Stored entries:
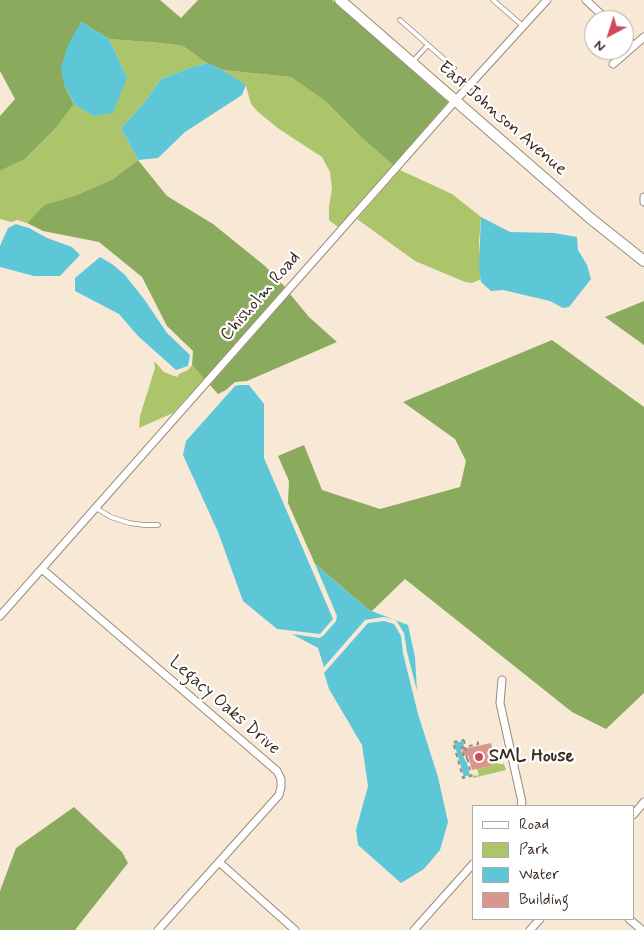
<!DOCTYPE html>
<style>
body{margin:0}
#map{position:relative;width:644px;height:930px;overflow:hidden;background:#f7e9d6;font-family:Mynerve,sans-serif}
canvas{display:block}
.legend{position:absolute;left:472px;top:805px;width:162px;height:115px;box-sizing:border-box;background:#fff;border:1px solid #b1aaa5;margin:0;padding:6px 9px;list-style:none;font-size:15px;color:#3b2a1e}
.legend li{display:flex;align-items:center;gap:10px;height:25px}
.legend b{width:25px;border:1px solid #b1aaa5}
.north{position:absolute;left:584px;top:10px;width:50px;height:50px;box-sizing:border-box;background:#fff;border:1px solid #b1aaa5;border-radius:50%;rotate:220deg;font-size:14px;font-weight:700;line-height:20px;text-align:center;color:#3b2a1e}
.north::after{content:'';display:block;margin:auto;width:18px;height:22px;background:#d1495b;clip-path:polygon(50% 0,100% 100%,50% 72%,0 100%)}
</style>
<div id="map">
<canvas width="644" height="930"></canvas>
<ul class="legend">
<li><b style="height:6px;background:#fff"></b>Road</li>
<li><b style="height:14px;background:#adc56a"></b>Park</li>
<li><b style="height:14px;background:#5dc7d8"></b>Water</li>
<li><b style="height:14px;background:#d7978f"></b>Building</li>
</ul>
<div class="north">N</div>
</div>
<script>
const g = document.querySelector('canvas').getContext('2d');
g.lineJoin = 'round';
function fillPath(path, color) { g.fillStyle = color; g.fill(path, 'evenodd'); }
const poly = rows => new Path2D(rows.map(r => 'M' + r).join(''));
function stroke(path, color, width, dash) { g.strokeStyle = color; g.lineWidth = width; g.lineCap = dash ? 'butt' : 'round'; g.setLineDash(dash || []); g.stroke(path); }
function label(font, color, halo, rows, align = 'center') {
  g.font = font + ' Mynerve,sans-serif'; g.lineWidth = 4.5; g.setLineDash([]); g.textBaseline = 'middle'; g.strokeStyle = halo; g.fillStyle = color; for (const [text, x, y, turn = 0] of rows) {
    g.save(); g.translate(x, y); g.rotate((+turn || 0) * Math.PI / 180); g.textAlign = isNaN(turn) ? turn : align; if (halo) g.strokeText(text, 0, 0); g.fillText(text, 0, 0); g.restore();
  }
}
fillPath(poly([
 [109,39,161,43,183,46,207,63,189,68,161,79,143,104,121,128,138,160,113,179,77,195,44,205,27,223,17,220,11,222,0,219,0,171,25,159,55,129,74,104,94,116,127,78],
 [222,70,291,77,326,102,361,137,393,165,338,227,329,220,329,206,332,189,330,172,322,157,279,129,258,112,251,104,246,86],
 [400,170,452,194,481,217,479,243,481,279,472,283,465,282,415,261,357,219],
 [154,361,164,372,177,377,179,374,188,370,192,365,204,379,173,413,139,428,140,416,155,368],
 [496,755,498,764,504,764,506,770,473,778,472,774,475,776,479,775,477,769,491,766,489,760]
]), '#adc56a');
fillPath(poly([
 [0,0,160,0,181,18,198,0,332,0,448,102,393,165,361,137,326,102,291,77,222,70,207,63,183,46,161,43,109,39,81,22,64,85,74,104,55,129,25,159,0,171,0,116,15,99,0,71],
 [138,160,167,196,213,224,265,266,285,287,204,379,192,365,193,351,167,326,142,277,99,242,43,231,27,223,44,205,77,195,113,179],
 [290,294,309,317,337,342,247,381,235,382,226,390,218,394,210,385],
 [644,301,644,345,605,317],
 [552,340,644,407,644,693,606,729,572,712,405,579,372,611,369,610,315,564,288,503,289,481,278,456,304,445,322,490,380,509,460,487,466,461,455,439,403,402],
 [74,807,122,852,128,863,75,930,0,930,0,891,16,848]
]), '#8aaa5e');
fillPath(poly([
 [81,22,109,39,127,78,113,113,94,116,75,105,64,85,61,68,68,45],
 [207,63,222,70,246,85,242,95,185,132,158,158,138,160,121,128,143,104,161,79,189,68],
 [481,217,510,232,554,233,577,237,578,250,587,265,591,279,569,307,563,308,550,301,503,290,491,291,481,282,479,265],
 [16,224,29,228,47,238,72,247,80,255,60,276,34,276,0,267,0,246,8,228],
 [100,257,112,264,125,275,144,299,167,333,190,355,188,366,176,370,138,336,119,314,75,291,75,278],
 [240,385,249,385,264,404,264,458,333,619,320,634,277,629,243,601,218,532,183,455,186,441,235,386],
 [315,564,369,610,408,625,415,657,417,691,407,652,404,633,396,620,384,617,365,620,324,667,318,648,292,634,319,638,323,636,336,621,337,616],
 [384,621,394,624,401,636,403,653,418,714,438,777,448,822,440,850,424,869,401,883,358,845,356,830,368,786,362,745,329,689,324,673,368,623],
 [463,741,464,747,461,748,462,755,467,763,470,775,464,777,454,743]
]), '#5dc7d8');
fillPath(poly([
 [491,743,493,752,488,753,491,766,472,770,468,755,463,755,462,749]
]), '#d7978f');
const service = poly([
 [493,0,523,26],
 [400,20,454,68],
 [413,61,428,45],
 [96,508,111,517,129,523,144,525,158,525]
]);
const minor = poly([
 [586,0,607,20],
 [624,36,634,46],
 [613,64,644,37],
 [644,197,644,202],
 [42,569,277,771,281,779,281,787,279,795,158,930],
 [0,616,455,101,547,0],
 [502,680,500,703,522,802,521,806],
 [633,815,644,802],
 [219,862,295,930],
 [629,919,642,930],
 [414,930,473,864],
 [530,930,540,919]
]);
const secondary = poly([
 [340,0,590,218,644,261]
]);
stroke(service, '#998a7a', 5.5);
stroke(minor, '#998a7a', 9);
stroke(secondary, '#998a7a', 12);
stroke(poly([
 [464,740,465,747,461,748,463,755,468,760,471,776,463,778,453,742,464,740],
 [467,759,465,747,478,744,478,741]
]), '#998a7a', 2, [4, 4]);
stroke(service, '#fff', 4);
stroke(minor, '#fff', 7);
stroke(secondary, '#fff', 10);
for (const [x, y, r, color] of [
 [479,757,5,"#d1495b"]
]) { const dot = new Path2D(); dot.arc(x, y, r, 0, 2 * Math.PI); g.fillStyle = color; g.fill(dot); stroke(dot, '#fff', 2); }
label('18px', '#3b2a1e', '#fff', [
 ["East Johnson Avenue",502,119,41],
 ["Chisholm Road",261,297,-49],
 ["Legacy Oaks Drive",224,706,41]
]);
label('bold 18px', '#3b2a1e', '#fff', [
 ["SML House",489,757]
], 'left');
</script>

◆ Activity
Would you reproduce, exactly and with nothing added, every line from the beginning of the entries above through the line that contains "function fillPath(path, color)", both included, leaving out the pictures?

◆ Response to this task
<!DOCTYPE html>
<style>
body{margin:0}
#map{position:relative;width:644px;height:930px;overflow:hidden;background:#f7e9d6;font-family:Mynerve,sans-serif}
canvas{display:block}
.legend{position:absolute;left:472px;top:805px;width:162px;height:115px;box-sizing:border-box;background:#fff;border:1px solid #b1aaa5;margin:0;padding:6px 9px;list-style:none;font-size:15px;color:#3b2a1e}
.legend li{display:flex;align-items:center;gap:10px;height:25px}
.legend b{width:25px;border:1px solid #b1aaa5}
.north{position:absolute;left:584px;top:10px;width:50px;height:50px;box-sizing:border-box;background:#fff;border:1px solid #b1aaa5;border-radius:50%;rotate:220deg;font-size:14px;font-weight:700;line-height:20px;text-align:center;color:#3b2a1e}
.north::after{content:'';display:block;margin:auto;width:18px;height:22px;background:#d1495b;clip-path:polygon(50% 0,100% 100%,50% 72%,0 100%)}
</style>
<div id="map">
<canvas width="644" height="930"></canvas>
<ul class="legend">
<li><b style="height:6px;background:#fff"></b>Road</li>
<li><b style="height:14px;background:#adc56a"></b>Park</li>
<li><b style="height:14px;background:#5dc7d8"></b>Water</li>
<li><b style="height:14px;background:#d7978f"></b>Building</li>
</ul>
<div class="north">N</div>
</div>
<script>
const g = document.querySelector('canvas').getContext('2d');
g.lineJoin = 'round';
function fillPath(path, color) { g.fillStyle = color; g.fill(path, 'evenodd'); }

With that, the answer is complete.